The reply should hold every record, copied exactly.
/---
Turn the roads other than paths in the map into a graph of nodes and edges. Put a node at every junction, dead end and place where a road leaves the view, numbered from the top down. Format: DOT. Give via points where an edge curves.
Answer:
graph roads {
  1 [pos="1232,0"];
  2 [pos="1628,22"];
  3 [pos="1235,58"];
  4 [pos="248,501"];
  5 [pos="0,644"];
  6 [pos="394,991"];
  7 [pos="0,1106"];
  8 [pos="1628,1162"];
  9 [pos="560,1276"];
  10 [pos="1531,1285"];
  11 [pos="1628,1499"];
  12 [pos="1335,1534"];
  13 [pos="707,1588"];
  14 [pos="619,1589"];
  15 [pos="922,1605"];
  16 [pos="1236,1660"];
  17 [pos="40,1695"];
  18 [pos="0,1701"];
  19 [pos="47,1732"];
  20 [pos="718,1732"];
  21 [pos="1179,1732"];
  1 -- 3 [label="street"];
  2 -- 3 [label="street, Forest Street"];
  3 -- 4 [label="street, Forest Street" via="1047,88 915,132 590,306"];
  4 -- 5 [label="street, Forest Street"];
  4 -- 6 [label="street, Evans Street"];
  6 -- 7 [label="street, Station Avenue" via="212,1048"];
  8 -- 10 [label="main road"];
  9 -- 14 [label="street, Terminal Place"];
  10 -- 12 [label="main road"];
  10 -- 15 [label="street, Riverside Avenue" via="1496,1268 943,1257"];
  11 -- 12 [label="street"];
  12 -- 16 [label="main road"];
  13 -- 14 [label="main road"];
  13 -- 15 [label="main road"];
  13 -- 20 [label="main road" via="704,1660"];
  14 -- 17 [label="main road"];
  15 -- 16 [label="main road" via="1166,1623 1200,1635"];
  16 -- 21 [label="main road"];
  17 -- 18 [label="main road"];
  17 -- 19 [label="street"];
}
\---
» The answer
Turn the roads other than paths in the map into a graph of nodes and edges. Put a node at every junction, dead end and place where a road leaves the view, numbered from the top down. Format: DOT. Give via points where an edge curves.
Answer:
graph roads {
  1 [pos="1232,0"];
  2 [pos="1628,22"];
  3 [pos="1235,58"];
  4 [pos="248,501"];
  5 [pos="0,644"];
  6 [pos="394,991"];
  7 [pos="0,1106"];
  8 [pos="1628,1162"];
  9 [pos="560,1276"];
  10 [pos="1531,1285"];
  11 [pos="1628,1499"];
  12 [pos="1335,1534"];
  13 [pos="707,1588"];
  14 [pos="619,1589"];
  15 [pos="922,1605"];
  16 [pos="1236,1660"];
  17 [pos="40,1695"];
  18 [pos="0,1701"];
  19 [pos="47,1732"];
  20 [pos="718,1732"];
  21 [pos="1179,1732"];
  1 -- 3 [label="street"];
  2 -- 3 [label="street, Forest Street"];
  3 -- 4 [label="street, Forest Street" via="1047,88 915,132 590,306"];
  4 -- 5 [label="street, Forest Street"];
  4 -- 6 [label="street, Evans Street"];
  6 -- 7 [label="street, Station Avenue" via="212,1048"];
  8 -- 10 [label="main road"];
  9 -- 14 [label="street, Terminal Place"];
  10 -- 12 [label="main road"];
  10 -- 15 [label="street, Riverside Avenue" via="1496,1268 943,1257"];
  11 -- 12 [label="street"];
  12 -- 16 [label="main road"];
  13 -- 14 [label="main road"];
  13 -- 15 [label="main road"];
  13 -- 20 [label="main road" via="704,1660"];
  14 -- 17 [label="main road"];
  15 -- 16 [label="main road" via="1166,1623 1200,1635"];
  16 -- 21 [label="main road"];
  17 -- 18 [label="main road"];
  17 -- 19 [label="street"];
}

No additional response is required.